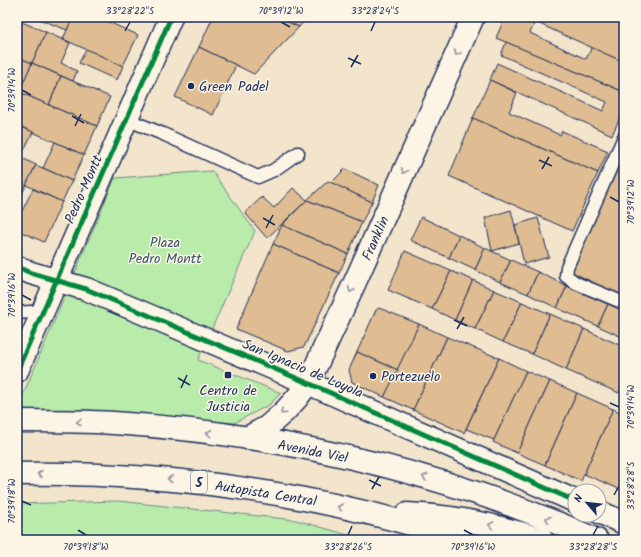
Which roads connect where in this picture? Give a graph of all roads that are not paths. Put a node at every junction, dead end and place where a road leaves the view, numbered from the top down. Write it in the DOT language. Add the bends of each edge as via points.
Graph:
graph roads {
  1 [pos="171,17"];
  2 [pos="473,17"];
  3 [pos="126,119"];
  4 [pos="624,137"];
  5 [pos="298,153"];
  6 [pos="17,267"];
  7 [pos="56,280"];
  8 [pos="624,303"];
  9 [pos="44,311"];
  10 [pos="17,313"];
  11 [pos="17,371"];
  12 [pos="308,383"];
  13 [pos="17,421"];
  14 [pos="247,438"];
  15 [pos="17,474"];
  16 [pos="567,497"];
  17 [pos="378,516"];
  18 [pos="607,516"];
  19 [pos="624,523"];
  20 [pos="463,540"];
  21 [pos="542,540"];
  22 [pos="597,540"];
  1 -- 3 [label="main road, Pedro Montt"];
  2 -- 12 [label="main road, Franklin, one-way"];
  3 -- 5 [label="lane" via="258,177 274,170"];
  3 -- 7 [label="main road, Pedro Montt"];
  4 -- 8 [label="lane" via="567,267 566,276 576,283"];
  6 -- 7 [label="main road, San Ignacio de Loyola"];
  7 -- 9 [label="main road, Pedro Montt"];
  7 -- 12 [label="main road, San Ignacio de Loyola" via="86,290"];
  9 -- 10 [label="lane"];
  9 -- 11 [label="main road, Pedro Montt"];
  12 -- 14 [label="main road, Franklin, one-way" via="284,412 267,427"];
  12 -- 16 [label="main road, San Ignacio de Loyola"];
  14 -- 13 [label="main road, Avenida Viel, one-way" via="114,423"];
  22 -- 14 [label="main road, Avenida Viel, one-way" via="510,504 449,484 344,456"];
  17 -- 15 [label="main road, Autopista Central / 5, one-way" via="322,502 207,483 93,474"];
  17 -- 20 [label="main road, Autopista Central / 5"];
  21 -- 17 [label="main road, one-way" via="460,519 426,515"];
  18 -- 19 [label="main road"];
}
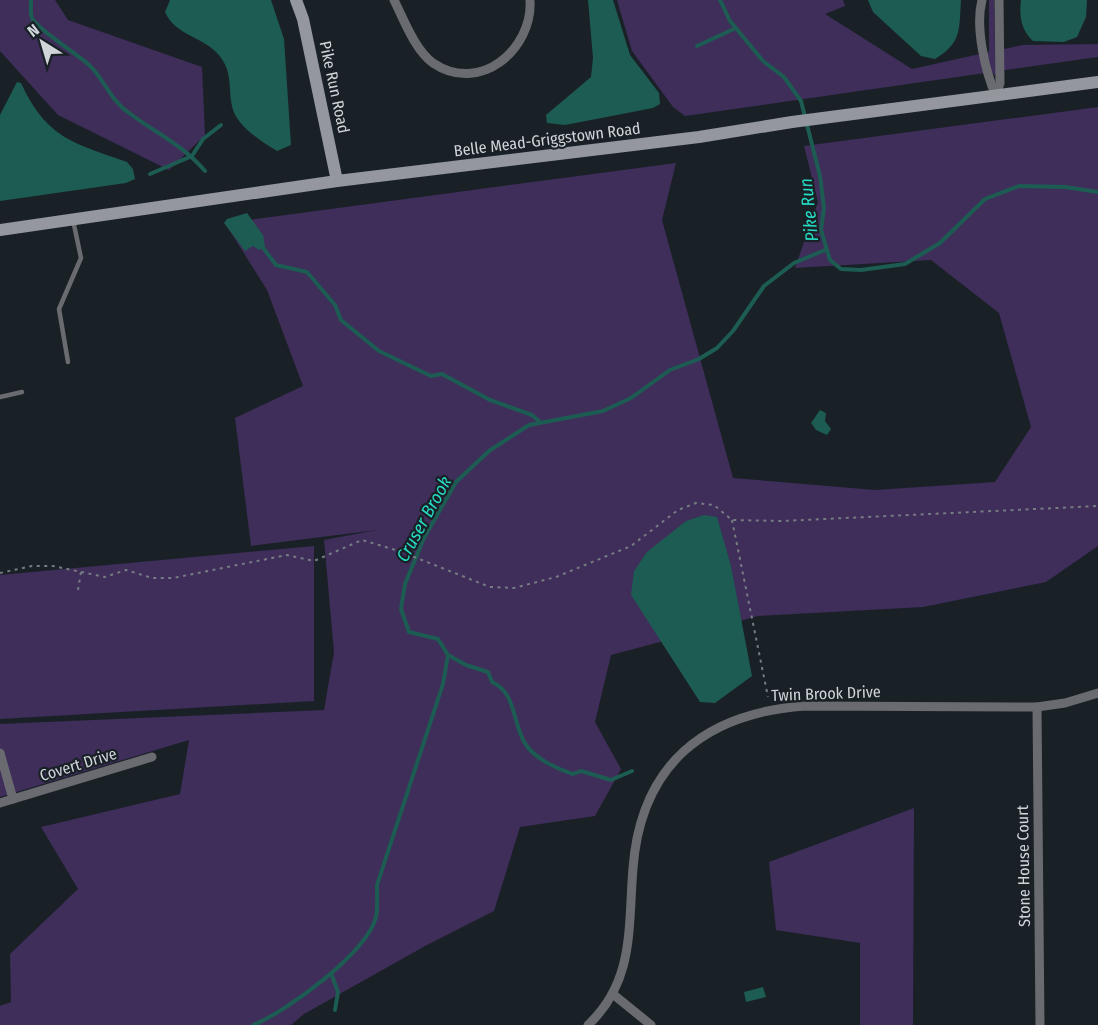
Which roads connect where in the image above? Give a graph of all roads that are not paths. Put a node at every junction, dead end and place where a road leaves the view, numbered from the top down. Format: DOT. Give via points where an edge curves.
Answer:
graph roads {
  1 [pos="296,0"];
  2 [pos="394,0"];
  3 [pos="530,0"];
  4 [pos="982,0"];
  5 [pos="999,0"];
  6 [pos="1098,82"];
  7 [pos="996,96"];
  8 [pos="337,181"];
  9 [pos="72,218"];
  10 [pos="0,230"];
  11 [pos="68,362"];
  12 [pos="22,392"];
  13 [pos="0,397"];
  14 [pos="1098,693"];
  15 [pos="1037,707"];
  16 [pos="0,753"];
  17 [pos="152,757"];
  18 [pos="13,799"];
  19 [pos="0,803"];
  20 [pos="614,995"];
  21 [pos="588,1025"];
  22 [pos="651,1025"];
  23 [pos="1040,1025"];
  1 -- 8 [label="street, Pike Run Road"];
  2 -- 3 [label="street" via="433,63 472,72 488,69 509,57 531,20"];
  4 -- 7 [label="street" via="986,73"];
  5 -- 7 [label="street" via="1000,83"];
  6 -- 7 [label="street, Belle Mead-Griggstown Road"];
  7 -- 8 [label="street, Belle Mead-Griggstown Road"];
  8 -- 9 [label="street, Belle Mead-Griggstown Road"];
  9 -- 10 [label="street, Belle Mead-Griggstown Road"];
  9 -- 11 [label="lane" via="81,258 59,309"];
  12 -- 13 [label="lane"];
  14 -- 15 [label="street, Twin Brook Drive"];
  15 -- 20 [label="street, Twin Brook Drive" via="805,706 759,711 722,724 700,738 659,781 645,808 633,869 631,930"];
  15 -- 23 [label="street, Stone House Court"];
  16 -- 18 [label="street"];
  17 -- 18 [label="street, Covert Drive"];
  18 -- 19 [label="street, Covert Drive"];
  20 -- 21 [label="street"];
  20 -- 22 [label="street"];
}
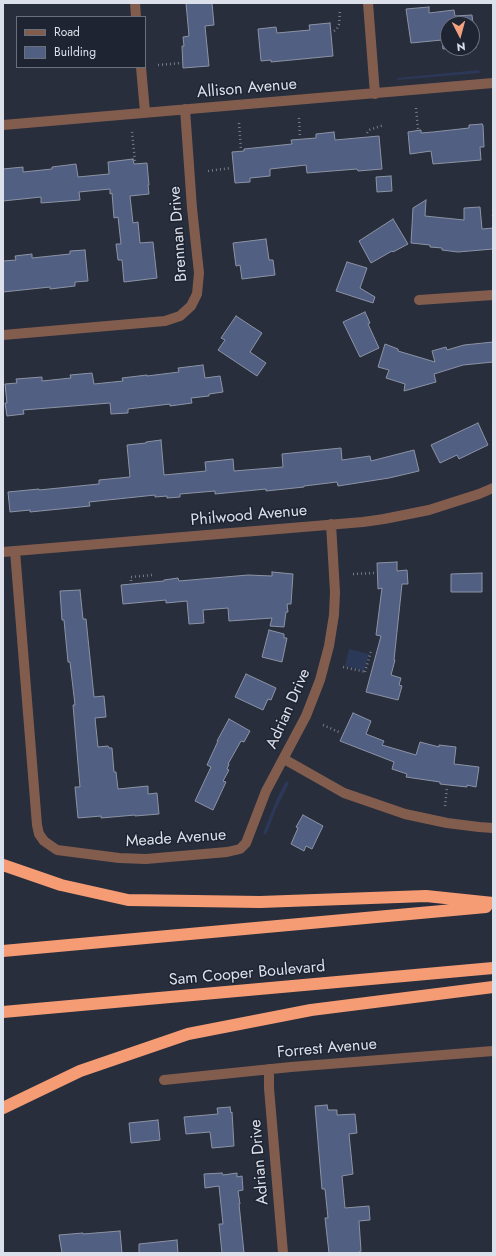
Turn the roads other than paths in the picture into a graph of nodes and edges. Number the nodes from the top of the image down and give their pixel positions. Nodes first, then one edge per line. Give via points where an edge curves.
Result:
1 (135, 3) edge
2 (368, 3) edge
3 (136, 16) edge
4 (141, 68) edge
5 (493, 83) edge
6 (375, 94) junction
7 (185, 109) junction
8 (145, 112) junction
9 (3, 125) edge
10 (493, 295) edge
11 (419, 300) dead end
12 (3, 335) edge
13 (493, 488) edge
14 (331, 524) junction
15 (15, 551) junction
16 (3, 552) edge
17 (284, 759) junction
18 (493, 828) edge
19 (240, 849) joint
20 (3, 864) edge
21 (493, 903) edge
22 (493, 907) edge
23 (3, 951) edge
24 (493, 968) edge
25 (493, 987) edge
26 (3, 1012) edge
27 (493, 1051) edge
28 (269, 1069) junction
29 (164, 1080) dead end
30 (3, 1108) edge
31 (283, 1253) edge

1 - 3 street
2 - 6 street
4 - 8 street
5 - 6 street, Allison Avenue
6 - 7 street, Allison Avenue
7 - 8 street, Allison Avenue
7 - 12 street, Brennan Drive via 199,274 197,294 191,306 180,316 165,321
8 - 9 street, Allison Avenue
10 - 11 street
13 - 14 street, Philwood Avenue via 416,513 384,520
14 - 15 street, Philwood Avenue
14 - 17 street, Adrian Drive via 335,592 329,646 314,698
15 - 16 street, Philwood Avenue
15 - 19 street, Meade Avenue via 37,825 44,841 57,850 119,858 154,858
17 - 18 street via 344,793 405,814 446,823
17 - 19 street, Adrian Drive via 266,791 246,843
20 - 21 highway via 61,885 128,900 260,902 426,896
22 - 23 highway
24 - 26 highway, Sam Cooper Boulevard
25 - 30 highway via 311,1010 188,1034 80,1071
27 - 28 street, Forrest Avenue
28 - 29 street, Forrest Avenue
28 - 31 street, Adrian Drive

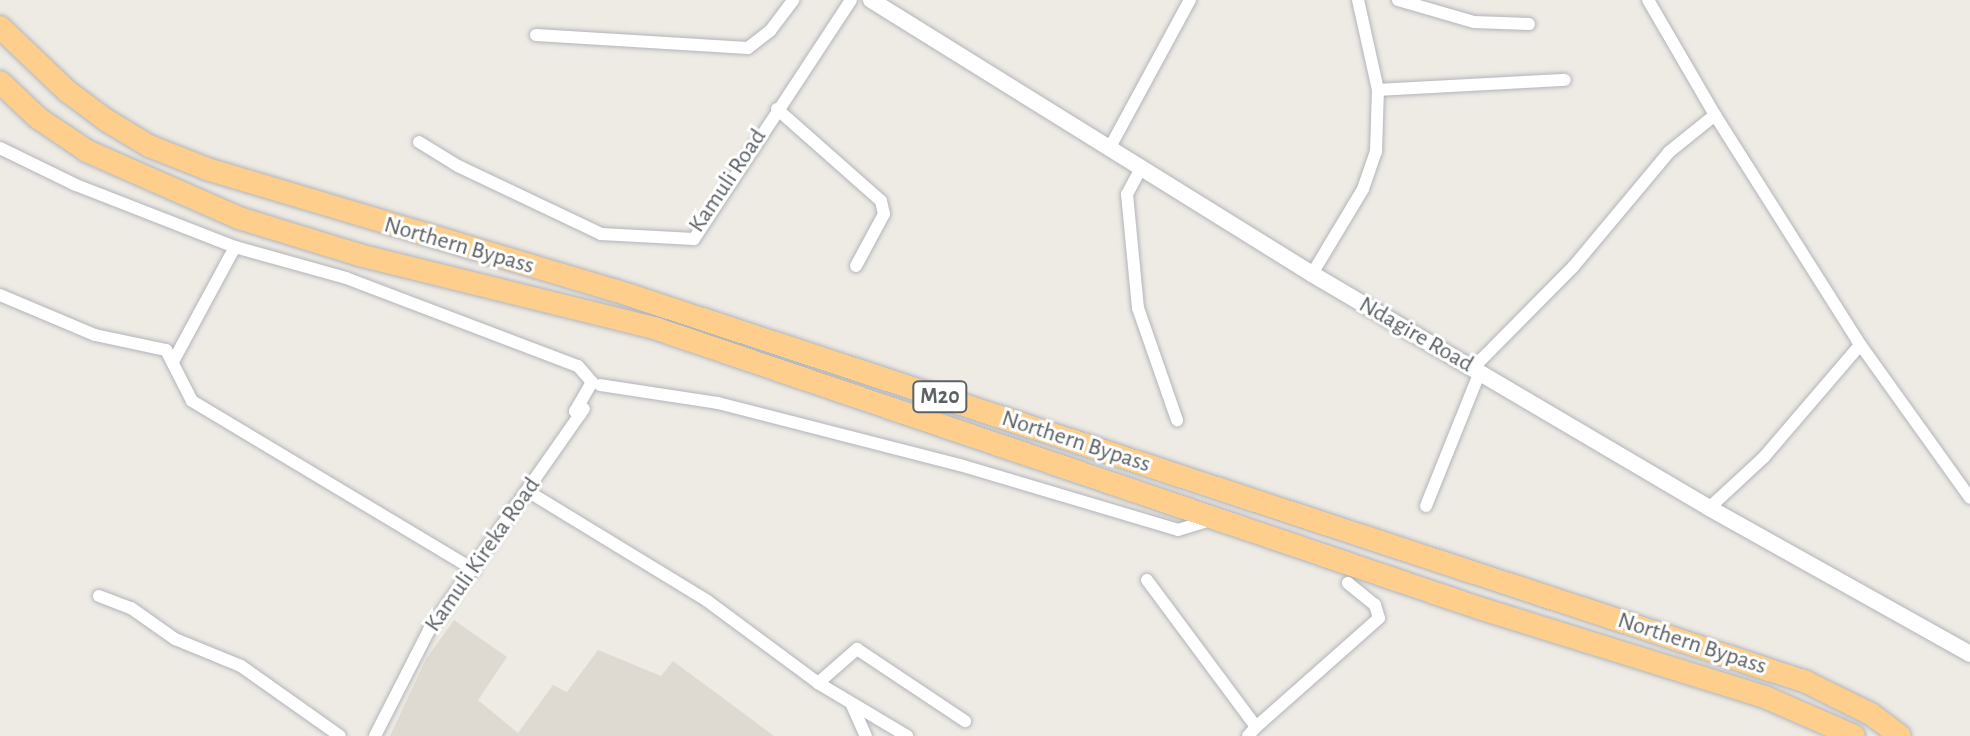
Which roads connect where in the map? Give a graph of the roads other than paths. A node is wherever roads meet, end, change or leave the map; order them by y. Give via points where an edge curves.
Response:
1 (793, 0) edge
2 (851, 0) edge
3 (871, 0) edge
4 (1190, 0) edge
5 (1358, 0) edge
6 (1398, 0) edge
7 (1648, 0) edge
8 (1529, 24) dead end
9 (0, 27) edge
10 (536, 35) dead end
11 (1565, 80) dead end
12 (0, 82) edge
13 (1378, 90) junction
14 (777, 109) junction
15 (1715, 115) junction
16 (419, 142) dead end
17 (0, 148) edge
18 (1109, 149) junction
19 (1141, 168) junction
20 (235, 247) junction
21 (856, 266) dead end
22 (1312, 274) junction
23 (0, 295) edge
24 (1860, 345) junction
25 (174, 360) junction
26 (1476, 370) junction
27 (580, 415) junction
28 (1177, 420) dead end
29 (529, 492) junction
30 (1970, 498) edge
31 (1426, 506) dead end
32 (1709, 508) junction
33 (1219, 518) junction
34 (474, 570) junction
35 (1147, 580) dead end
36 (1348, 583) dead end
37 (99, 596) dead end
38 (1970, 654) edge
39 (818, 683) junction
40 (852, 705) junction
41 (965, 721) dead end
42 (1252, 732) edge
43 (340, 736) edge
44 (375, 736) edge
45 (866, 736) edge
46 (907, 736) edge
47 (1854, 736) edge
48 (1900, 736) edge

1 - 10 street via 770,31 748,48
2 - 14 street, Kamuli Road
3 - 18 street, Ndagire Road
4 - 18 street
5 - 13 street
6 - 8 street via 1474,22
7 - 15 street
9 - 48 highway, Northern Bypass / M20 via 106,120 149,146 207,169 629,295 1806,682 1871,714
11 - 13 street
12 - 33 highway, Northern Bypass / M20 via 38,118 87,151 239,218 359,255 657,329
13 - 22 street via 1376,152 1363,189
14 - 16 street, Kamuli Road via 694,239 651,232 601,234
14 - 21 street via 881,201 884,214
15 - 24 street
15 - 26 street via 1669,152 1573,267
17 - 20 street via 76,185
18 - 19 street, Ndagire Road
19 - 22 street, Ndagire Road
19 - 28 street via 1127,194 1138,308
20 - 25 street
20 - 27 street via 346,278 578,366 592,382 575,411
22 - 26 street, Ndagire Road
23 - 25 street via 95,335 166,350
24 - 30 street
24 - 32 street via 1764,457
25 - 34 street via 192,401
26 - 31 street
26 - 32 street, Ndagire Road
27 - 29 street, Kamuli Kireka Road
27 - 33 street, Kamuli Kireka Road via 601,383 718,403 960,465 1178,530
29 - 34 street, Kamuli Kireka Road
29 - 39 street via 706,600
32 - 38 street, Ndagire Road
33 - 47 highway, Northern Bypass / M20 via 1479,608 1765,697
34 - 44 street, Kamuli Kireka Road via 429,630
35 - 42 street
36 - 42 street via 1375,605 1379,618
37 - 43 street via 131,608 175,639 241,666
39 - 40 street
39 - 41 street via 857,649
40 - 45 street
40 - 46 street

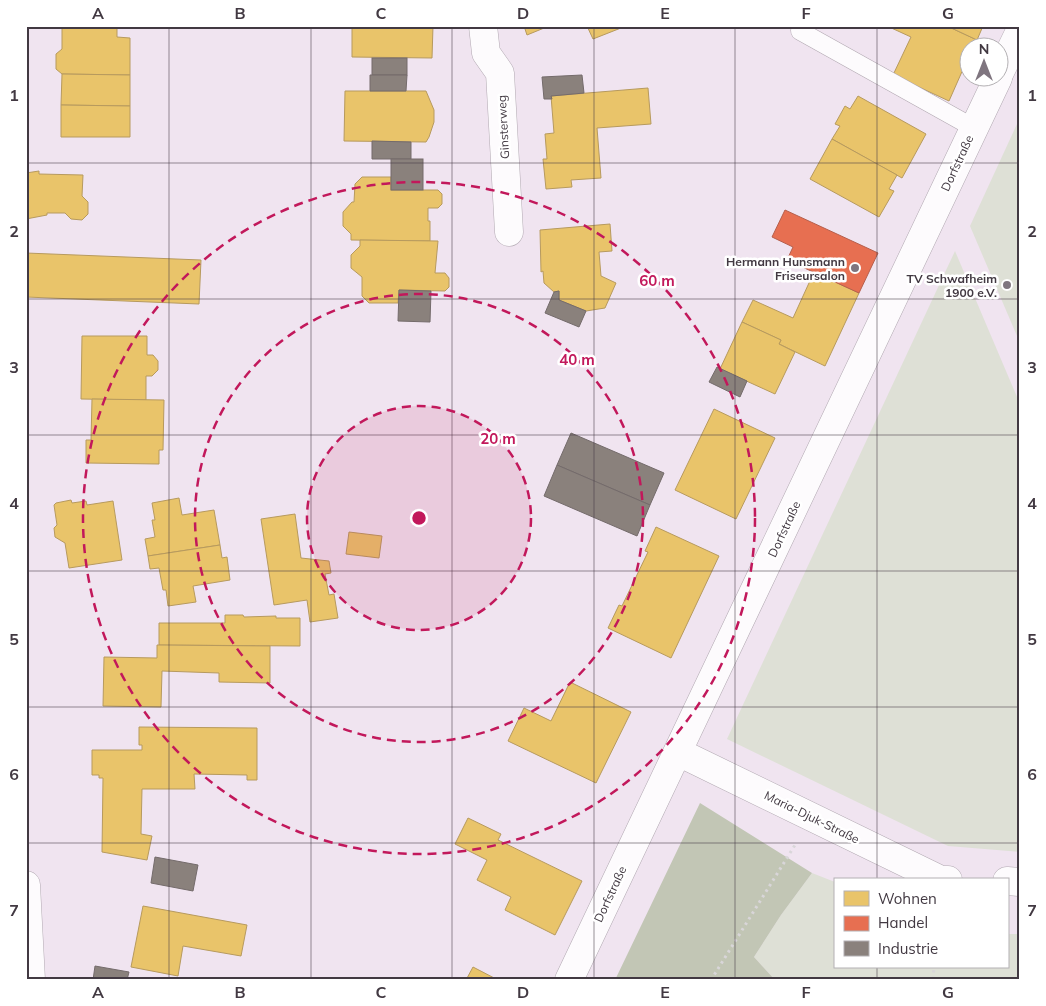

****************************************

Give the number of lines in the records where the word "lane" shows up. Nothing else belongs in the reply.

5